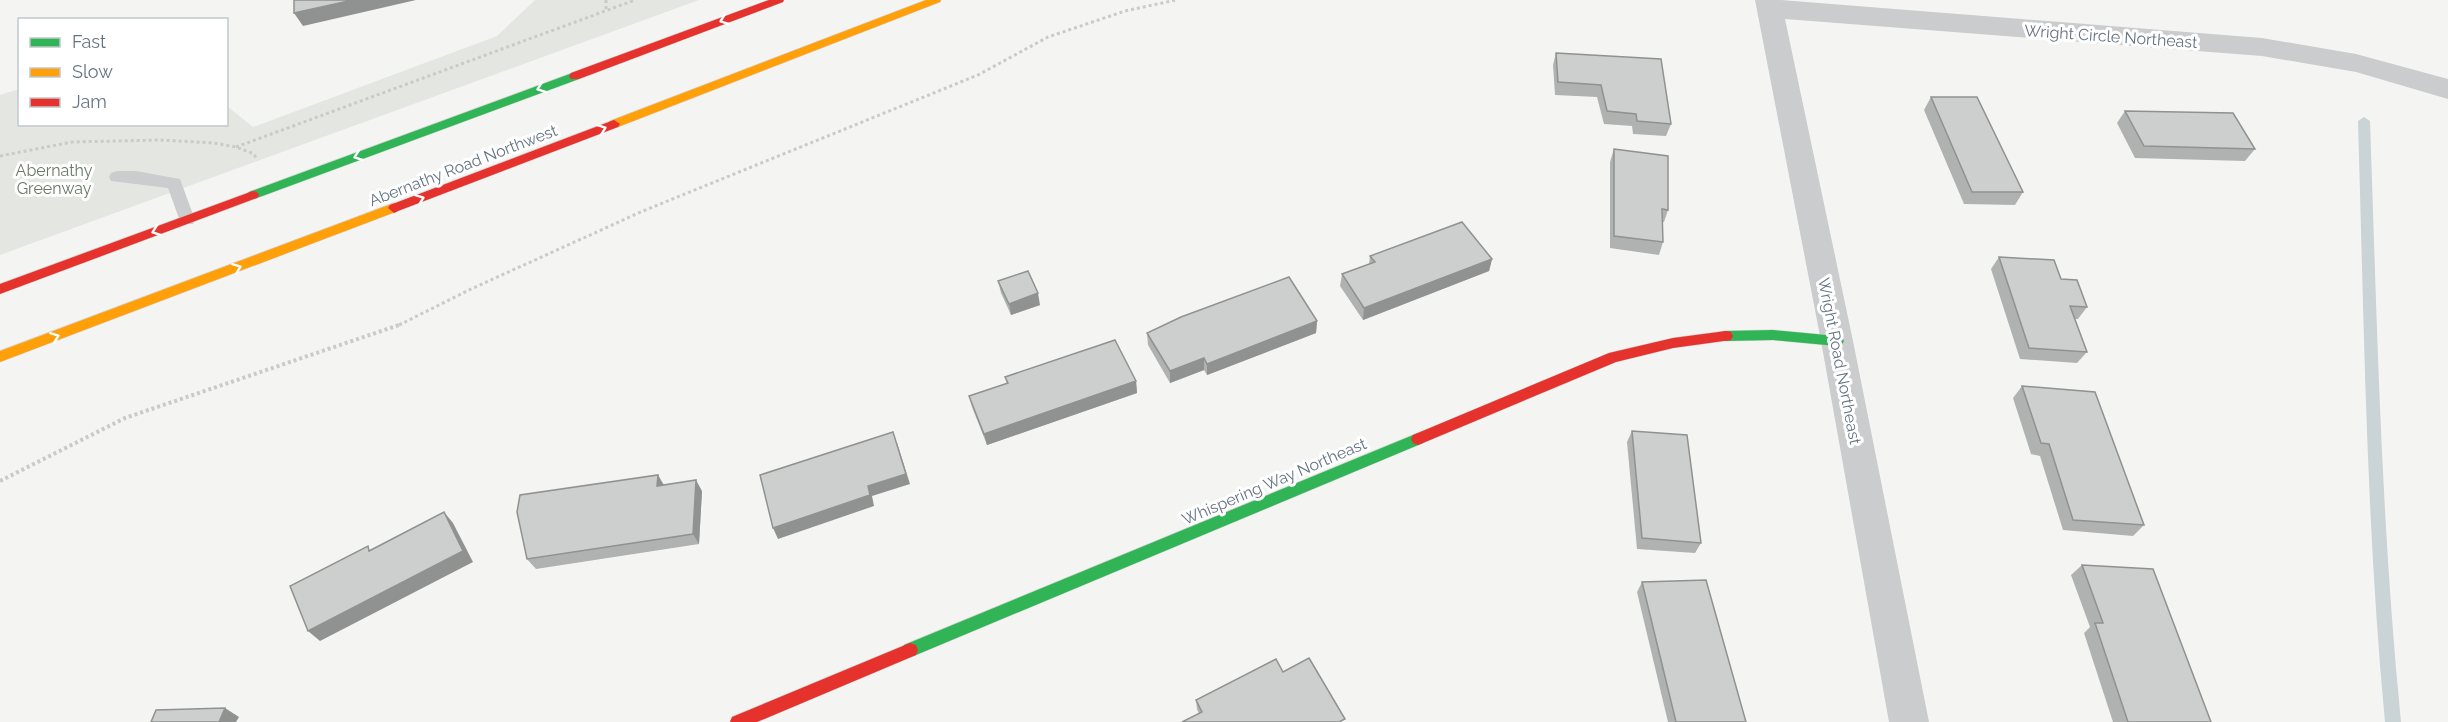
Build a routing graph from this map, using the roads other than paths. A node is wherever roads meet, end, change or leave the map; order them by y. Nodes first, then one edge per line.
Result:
1 (779, 0) edge
2 (936, 0) edge
3 (1769, 4) edge
4 (2448, 88) edge
5 (117, 177) dead end
6 (187, 220) junction
7 (0, 290) edge
8 (1837, 341) junction
9 (0, 357) edge
10 (738, 722) edge
11 (1909, 722) edge

1 -> 6 main road
9 -> 2 main road, Abernathy Road Northwest
3 - 4 street, Wright Circle Northeast
3 - 8 street, Wright Road Northeast
5 - 6 lane
6 -> 7 main road
8 - 10 main road, Whispering Way Northeast
8 - 11 street, Wright Road Northeast

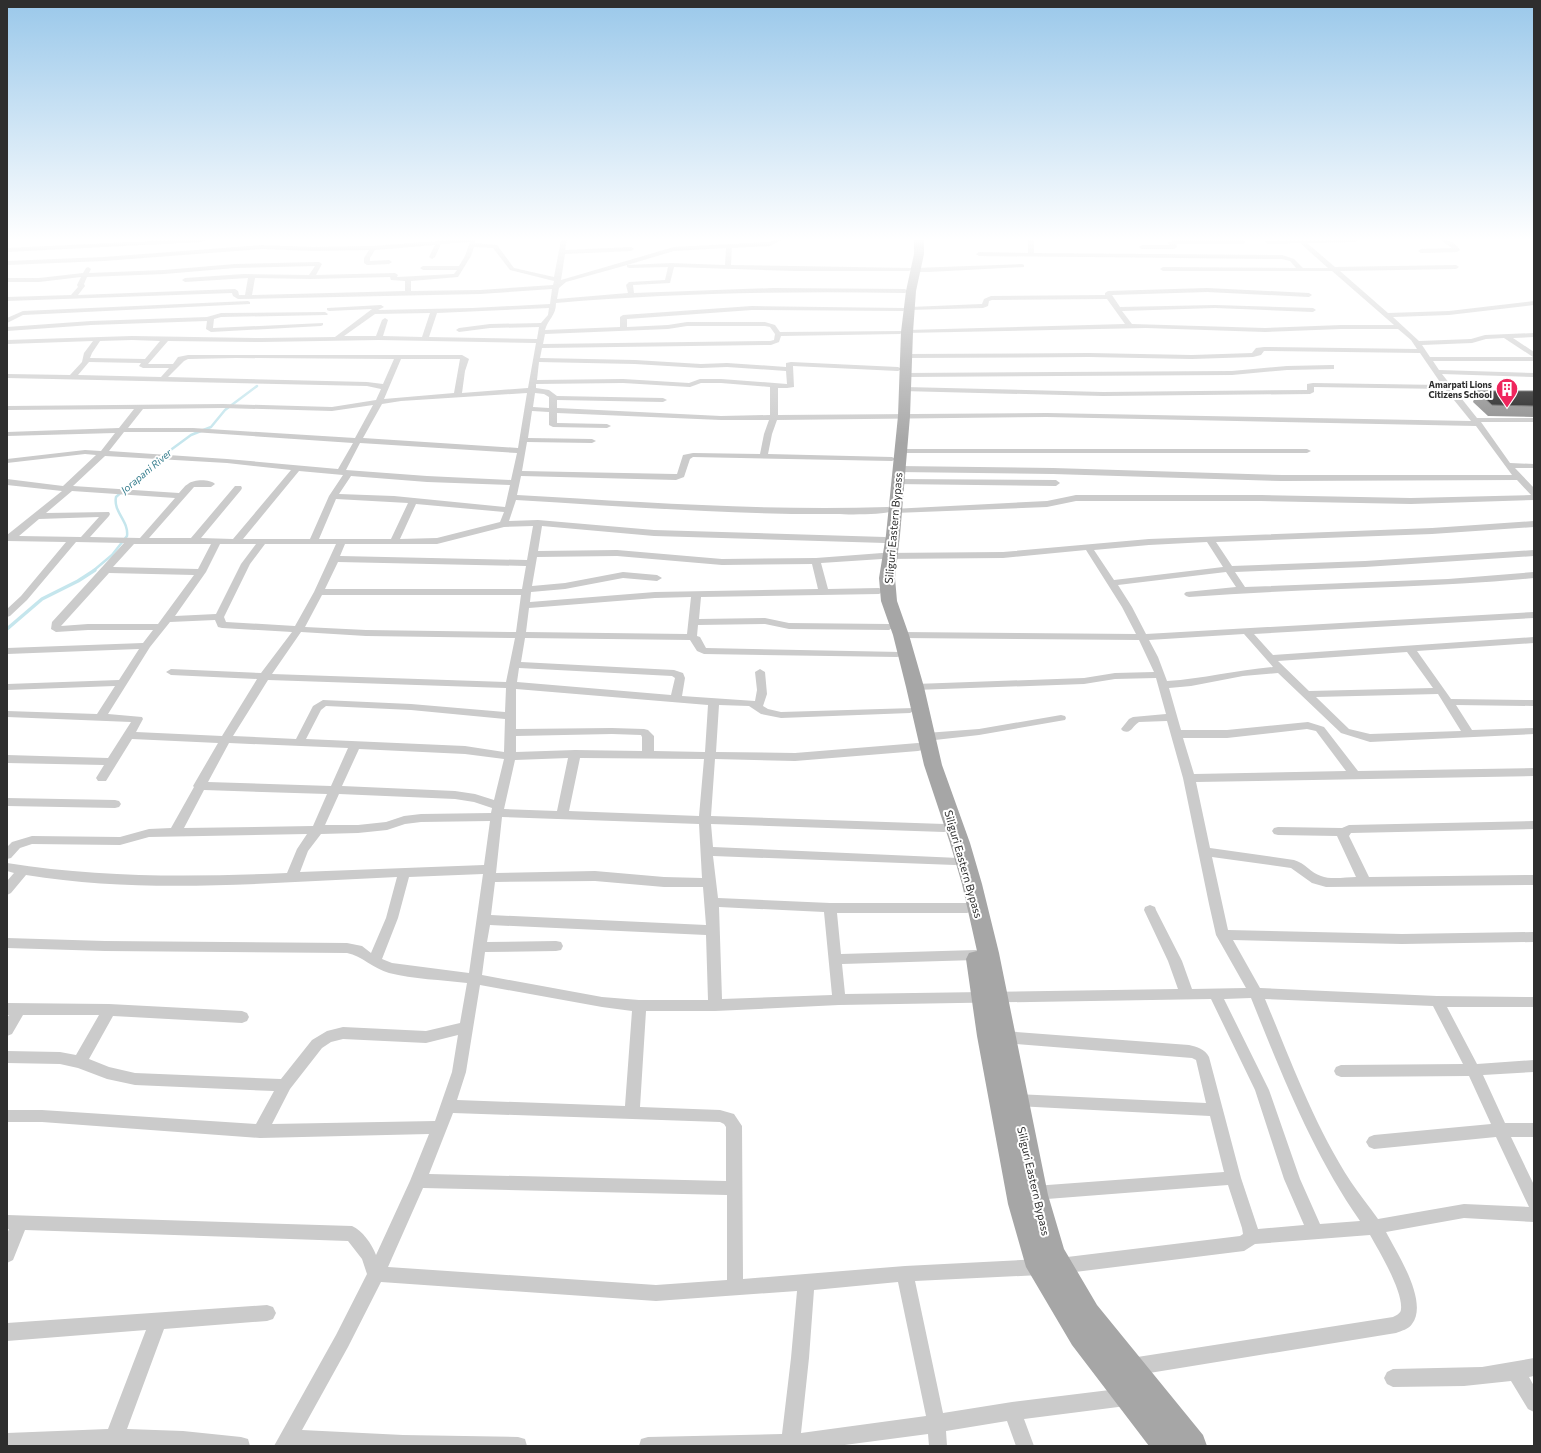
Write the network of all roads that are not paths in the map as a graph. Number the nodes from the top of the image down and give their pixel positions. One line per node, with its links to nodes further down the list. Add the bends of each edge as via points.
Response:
1 (139, 308): 22 (street, via 23,313 17,314)
2 (222, 308): 18 (street)
3 (331, 308): 17 (street)
4 (407, 308): 14 (street)
5 (482, 308): 16 (street)
6 (552, 308): 28 (street)
7 (758, 308): 29 (street, via 624,317)
8 (906, 308): 31 (main road, Siliguri Eastern Bypass)
9 (1149, 308): 13 (street)
10 (1273, 308): 15 (street)
11 (1378, 308): 19 (street)
12 (1493, 308): 19 (street, via 1449,313)
13 (1117, 309): 24 (street)
14 (375, 310): 16 (street); 17 (street); 37 (street)
15 (1313, 310)
16 (434, 311): 40 (street)
17 (327, 312): 18 (street); 23 (street)
18 (218, 315): 20 (street)
19 (1386, 315): 25 (street)
20 (211, 319): 23 (street, via 209,329 212,330); 26 (street)
21 (385, 320): 38 (street)
22 (7, 322)
23 (321, 324): 36 (street)
24 (1130, 326): 25 (street, via 1265,330); 31 (street)
25 (1401, 327): 43 (street)
26 (27, 328): 27 (street); 42 (street)
27 (7, 329)
28 (543, 329): 29 (street); 30 (street, via 490,326); 44 (street)
29 (624, 329): 32 (street, via 687,324 765,324 774,326)
30 (459, 330)
31 (903, 332): 32 (street); 56 (main road, Siliguri Eastern Bypass)
32 (778, 334): 44 (street, via 777,341 771,344)
33 (1534, 335): 34 (street)
34 (1505, 336): 43 (street, via 1485,337 1472,341); 46 (street)
35 (166, 338): 36 (street); 39 (street); 52 (street)
36 (316, 338): 37 (street)
37 (338, 338): 38 (street)
38 (379, 338): 40 (street)
39 (98, 339): 42 (street); 50 (street)
40 (425, 339): 44 (street)
41 (7, 342): 42 (street)
42 (16, 342)
43 (1417, 343): 45 (street)
44 (540, 344): 51 (street)
45 (1421, 351): 48 (street); 56 (street, via 1264,349 1253,355 1204,357 1101,355)
46 (1534, 355)
47 (398, 357): 53 (street, via 188,357 181,359); 65 (street); 67 (street, via 464,358)
48 (1427, 359): 49 (street); 57 (street)
49 (1534, 359)
50 (86, 360): 52 (street); 60 (street)
51 (536, 360): 55 (street, via 701,366 721,364); 62 (street)
52 (147, 361): 53 (street, via 143,366)
53 (174, 366): 61 (street)
54 (1331, 367): 56 (street, via 1232,373 1080,375)
55 (790, 369): 56 (street, via 789,365 794,364); 63 (street, via 790,386)
56 (904, 372): 64 (street, via 1110,394 1310,392 1310,386 1313,385); 75 (main road, Siliguri Eastern Bypass)
57 (1436, 372): 58 (street); 64 (street)
58 (1534, 375)
59 (7, 376): 60 (street)
60 (72, 378): 61 (street)
61 (163, 379): 65 (street, via 367,384)
62 (533, 382): 63 (street, via 628,381 690,385 709,381); 66 (street)
63 (774, 385): 76 (street)
64 (1447, 387): 78 (street)
65 (385, 388): 70 (street)
66 (532, 390): 67 (street); 68 (street, via 546,392); 73 (street)
67 (458, 394): 70 (street)
68 (554, 398): 69 (street); 74 (street)
69 (663, 400)
70 (379, 402): 71 (street, via 332,409); 82 (street)
71 (141, 406): 72 (street); 80 (street)
72 (7, 408)
73 (529, 409): 74 (street); 83 (street)
74 (553, 410): 76 (street); 79 (street, via 553,425)
75 (900, 416): 76 (street); 78 (street, via 1047,415); 90 (main road, Siliguri Eastern Bypass)
76 (774, 418): 88 (street)
77 (1534, 420): 78 (street)
78 (1476, 422): 91 (street)
79 (607, 426)
80 (122, 430): 81 (street); 82 (street, via 203,430); 87 (street)
81 (7, 434)
82 (358, 440): 85 (street); 95 (street)
83 (524, 440): 84 (street); 85 (street)
84 (592, 442)
85 (522, 451): 96 (street)
86 (1307, 451): 90 (street)
87 (103, 453): 89 (street, via 76,452); 93 (street, via 227,460); 104 (street)
88 (763, 458): 90 (street); 96 (street, via 690,455 686,457 681,475 676,477)
89 (7, 461)
90 (897, 465): 94 (street); 100 (street); 114 (main road, Siliguri Eastern Bypass)
91 (1508, 465): 92 (street); 97 (street)
92 (1534, 466)
93 (297, 468): 95 (street); 127 (street)
94 (1053, 471): 97 (street, via 1282,478); 100 (street)
95 (344, 473): 99 (street); 108 (street)
96 (517, 473): 99 (street)
97 (1519, 477): 106 (street)
98 (7, 482): 101 (street)
99 (515, 483): 109 (street)
100 (1056, 483): 111 (street)
101 (17, 484): 104 (street); 105 (street)
102 (212, 484): 107 (street, via 193,484)
103 (238, 488): 125 (street)
104 (68, 489): 107 (street); 115 (street)
105 (7, 492)
106 (1534, 493)
107 (180, 496): 124 (street)
108 (333, 496): 112 (street); 129 (street)
109 (512, 497): 113 (street); 114 (street, via 778,511)
110 (1534, 497): 111 (street, via 1411,501 1261,498)
111 (1063, 499): 114 (street, via 1047,504)
112 (413, 501): 113 (street); 131 (street)
113 (509, 510): 117 (street)
114 (891, 510): 133 (main road, Siliguri Eastern Bypass)
115 (38, 516): 119 (street); 122 (street, via 106,514)
116 (538, 523): 117 (street); 133 (street); 136 (street)
117 (504, 524): 131 (street, via 437,541)
118 (1534, 524): 120 (street)
119 (9, 538): 121 (street)
120 (1209, 539): 132 (street); 138 (street)
121 (73, 540): 122 (street); 151 (street)
122 (83, 540): 123 (street)
123 (129, 541): 124 (street); 139 (street)
124 (142, 541): 125 (street)
125 (194, 541): 126 (street)
126 (217, 541): 127 (street); 140 (street)
127 (236, 541): 128 (street)
128 (263, 542): 129 (street); 153 (street, via 246,564)
129 (312, 542): 130 (street)
130 (342, 542): 131 (street); 135 (street)
131 (394, 542)
132 (1088, 547): 133 (street, via 1003,554); 143 (street)
133 (886, 550): 137 (street); 145 (main road, Siliguri Eastern Bypass, via 879,573); 162 (main road, Siliguri Eastern Bypass, via 888,590)
134 (1534, 553): 138 (street)
135 (333, 559): 136 (street); 146 (street)
136 (531, 559): 137 (street, via 609,552 722,562); 150 (street)
137 (816, 561): 147 (street)
138 (1229, 569): 143 (street); 144 (street)
139 (106, 570): 140 (street); 156 (street, via 56,624 56,629)
140 (201, 572): 154 (street)
141 (1534, 575): 144 (street, via 1449,582)
142 (656, 578): 150 (street, via 623,575)
143 (1112, 583): 161 (street)
144 (1242, 589): 149 (street)
145 (879, 591): 147 (street); 162 (main road, Siliguri Eastern Bypass)
146 (319, 592): 150 (street); 157 (street)
147 (824, 592): 148 (street)
148 (696, 594): 150 (street); 155 (street)
149 (1189, 594)
150 (526, 595): 159 (street)
151 (7, 614)
152 (1534, 615): 158 (street)
153 (219, 617): 154 (street); 157 (street, via 222,625)
154 (168, 619): 156 (street)
155 (694, 622): 160 (street); 162 (street, via 765,621)
156 (161, 627): 164 (street)
157 (298, 630): 159 (street); 172 (street)
158 (1246, 631): 161 (street); 167 (street)
159 (521, 634): 160 (street); 168 (street)
160 (692, 637): 162 (street, via 698,641 701,649 710,652)
161 (1143, 637): 162 (street); 173 (street)
162 (895, 639): 176 (main road, Siliguri Eastern Bypass); 185 (main road, Siliguri Eastern Bypass)
163 (1534, 640): 165 (street)
164 (146, 646): 166 (street); 174 (street)
165 (1410, 649): 167 (street); 178 (street)
166 (7, 651)
167 (1272, 658): 169 (street)
168 (515, 665): 175 (street); 180 (street, via 674,673 680,678)
169 (1282, 670): 173 (street, via 1243,672 1202,682); 179 (street)
170 (171, 672): 172 (street)
171 (760, 672): 184 (street, via 762,699)
172 (264, 677): 175 (street); 197 (street)
173 (1161, 680): 176 (street, via 1115,676 1078,682); 188 (street)
174 (122, 683): 177 (street); 189 (street)
175 (511, 685): 180 (street); 187 (street)
176 (915, 687): 198 (main road, Siliguri Eastern Bypass)
177 (7, 688)
178 (1441, 691): 179 (street); 182 (street)
179 (1307, 694): 194 (street, via 1345,731 1356,735 1370,738)
180 (676, 699): 181 (street)
181 (714, 702): 184 (street); 203 (street)
182 (1449, 702): 183 (street); 194 (street)
183 (1534, 703)
184 (758, 706): 185 (street, via 771,714 781,715)
185 (910, 710): 198 (main road, Siliguri Eastern Bypass)
186 (7, 714): 189 (street)
187 (510, 716): 193 (street); 199 (street, via 411,707 323,703 317,708)
188 (1171, 717): 191 (street, via 1137,719); 195 (street)
189 (100, 718): 196 (street, via 138,719)
190 (1062, 718): 198 (street)
191 (1127, 728)
192 (1534, 731): 194 (street)
193 (510, 733): 202 (street, via 644,732 648,736); 204 (street)
194 (1468, 733)
195 (1176, 734): 208 (street, via 1227,734 1314,726 1320,729); 210 (street)
196 (128, 735): 197 (street); 206 (street)
197 (226, 739): 199 (street); 211 (street)
198 (922, 742): 203 (street, via 795,757); 219 (main road, Siliguri Eastern Bypass, via 935,807); 255 (main road, Siliguri Eastern Bypass, via 933,765 972,884 988,953)
199 (299, 743): 200 (street)
200 (355, 745): 204 (street, via 471,751); 212 (street)
201 (575, 754): 202 (street); 204 (street); 216 (street)
202 (648, 754): 203 (street)
203 (711, 755): 217 (street)
204 (510, 756): 215 (street)
205 (7, 759): 206 (street)
206 (112, 762): 209 (street)
207 (1534, 772): 208 (street)
208 (1355, 776): 210 (street)
209 (102, 778)
210 (1189, 778): 225 (street)
211 (199, 786): 212 (street); 221 (street)
212 (335, 790): 215 (street, via 467,796); 220 (street)
213 (7, 802): 214 (street)
214 (115, 804)
215 (497, 812): 216 (street); 220 (street, via 404,820 374,828); 231 (street)
216 (562, 815): 217 (street)
217 (705, 820): 219 (street); 224 (street)
218 (1534, 825): 223 (street, via 1349,829)
219 (944, 828): 227 (main road, Siliguri Eastern Bypass)
220 (317, 830): 221 (street); 232 (street, via 300,854)
221 (176, 831): 226 (street, via 149,833 120,841 32,840 16,845)
222 (1278, 831): 223 (street)
223 (1344, 832): 234 (street, via 1343,836)
224 (707, 851): 227 (street); 235 (street)
225 (1204, 852): 234 (street, via 1294,864 1317,881); 243 (street)
226 (7, 855)
227 (955, 861): 239 (main road, Siliguri Eastern Bypass)
228 (7, 867): 229 (street)
229 (23, 870): 232 (street, via 152,881); 236 (street)
230 (404, 872): 231 (street); 232 (street); 250 (street, via 388,933)
231 (489, 873): 235 (street); 241 (street)
232 (292, 877)
233 (1534, 880): 234 (street)
234 (1365, 882)
235 (710, 883): 237 (street)
236 (7, 890)
237 (712, 902): 238 (street); 242 (street)
238 (830, 908): 239 (street); 249 (street)
239 (967, 908): 248 (main road, Siliguri Eastern Bypass)
240 (1150, 910): 253 (street, via 1175,961)
241 (484, 920): 242 (street); 247 (street)
242 (712, 930): 259 (street)
243 (1223, 935): 244 (street, via 1402,939); 252 (street)
244 (1534, 937)
245 (7, 943): 250 (street, via 347,948 358,950)
246 (556, 946): 247 (street)
247 (480, 948): 251 (street)
248 (976, 955): 249 (street); 255 (main road, Siliguri Eastern Bypass)
249 (835, 959): 256 (street)
250 (374, 961): 251 (street, via 390,968)
251 (475, 979): 260 (street, via 602,1002); 264 (street)
252 (1256, 993): 254 (street); 257 (street); 290 (street, via 1314,1131 1345,1186)
253 (1187, 994): 254 (street); 255 (street)
254 (1215, 994): 291 (street, via 1262,1090 1292,1179)
255 (990, 998): 256 (street); 266 (main road, Siliguri Eastern Bypass); 294 (main road, Siliguri Eastern Bypass, via 989,1036 1020,1204)
256 (840, 1000): 259 (street)
257 (1437, 1001): 258 (street); 270 (street)
258 (1534, 1002)
259 (715, 1005): 260 (street)
260 (639, 1006): 276 (street)
261 (13, 1009): 262 (street); 265 (street)
262 (109, 1010): 263 (street); 268 (street)
263 (242, 1016)
264 (466, 1027): 272 (street, via 426,1037 343,1033 327,1037 317,1044); 274 (street, via 459,1072)
265 (7, 1030)
266 (1004, 1037): 273 (main road, Siliguri Eastern Bypass); 275 (street, via 1196,1053 1204,1062)
267 (7, 1057): 268 (street, via 60,1058)
268 (80, 1062): 272 (street, via 107,1073 135,1079)
269 (1534, 1066): 270 (street)
270 (1473, 1070): 271 (street); 279 (street)
271 (1341, 1071)
272 (285, 1085): 281 (street)
273 (1016, 1100): 275 (street); 286 (main road, Siliguri Eastern Bypass)
274 (448, 1106): 276 (street); 278 (street)
275 (1216, 1110): 283 (street)
276 (632, 1113): 285 (street, via 720,1116 729,1119 734,1126)
277 (7, 1116): 281 (street, via 42,1116)
278 (439, 1127): 281 (street); 284 (street)
279 (1501, 1130): 280 (street); 282 (street); 287 (street)
280 (1534, 1130)
281 (260, 1131)
282 (1374, 1142)
283 (1233, 1178): 286 (street); 292 (street)
284 (418, 1182): 285 (street); 295 (street)
285 (734, 1188): 298 (street)
286 (1034, 1193): 294 (main road, Siliguri Eastern Bypass, via 1052,1253)
287 (1534, 1202)
288 (1534, 1215): 290 (street, via 1464,1211)
289 (13, 1222): 293 (street); 295 (street, via 352,1234 368,1254)
290 (1374, 1227): 291 (street); 303 (street, via 1408,1295 1410,1309 1406,1319 1396,1325)
291 (1315, 1232): 292 (street)
292 (1251, 1237): 294 (street, via 1244,1243)
293 (7, 1255)
294 (1049, 1266): 296 (street); 303 (main road, Siliguri Eastern Bypass); 306 (main road, Siliguri Eastern Bypass, via 1082,1335)
295 (376, 1274): 298 (street, via 656,1293); 312 (street, via 342,1341)
296 (905, 1274): 297 (street); 309 (street)
297 (806, 1282): 298 (street); 313 (street)
298 (735, 1288)
299 (267, 1313): 300 (street)
300 (159, 1320): 301 (street); 311 (street)
301 (7, 1332)
302 (1534, 1367): 304 (street)
303 (1129, 1368): 321 (main road, Siliguri Eastern Bypass)
304 (1516, 1372): 305 (street, via 1466,1377); 307 (street)
305 (1393, 1378)
306 (1129, 1396): 308 (street); 320 (main road, Siliguri Eastern Bypass)
307 (1534, 1404)
308 (1012, 1411): 309 (street); 319 (street)
309 (936, 1422): 313 (street); 318 (street)
310 (7, 1442): 311 (street)
311 (112, 1442): 314 (street, via 181,1440)
312 (285, 1442): 315 (street)
313 (791, 1444): 317 (street)
314 (241, 1446)
315 (503, 1446): 316 (street)
316 (518, 1446)
317 (648, 1446)
318 (938, 1446)
319 (1025, 1446)
320 (1168, 1446)
321 (1192, 1446)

:::

_REQUIREMENT_
Select every line in the material above where the string "Wright" occurs, and copy it.

_WRITTEN ANSWER_
3 - 4 street, Wright Circle Northeast
3 - 8 street, Wright Road Northeast
8 - 11 street, Wright Road Northeast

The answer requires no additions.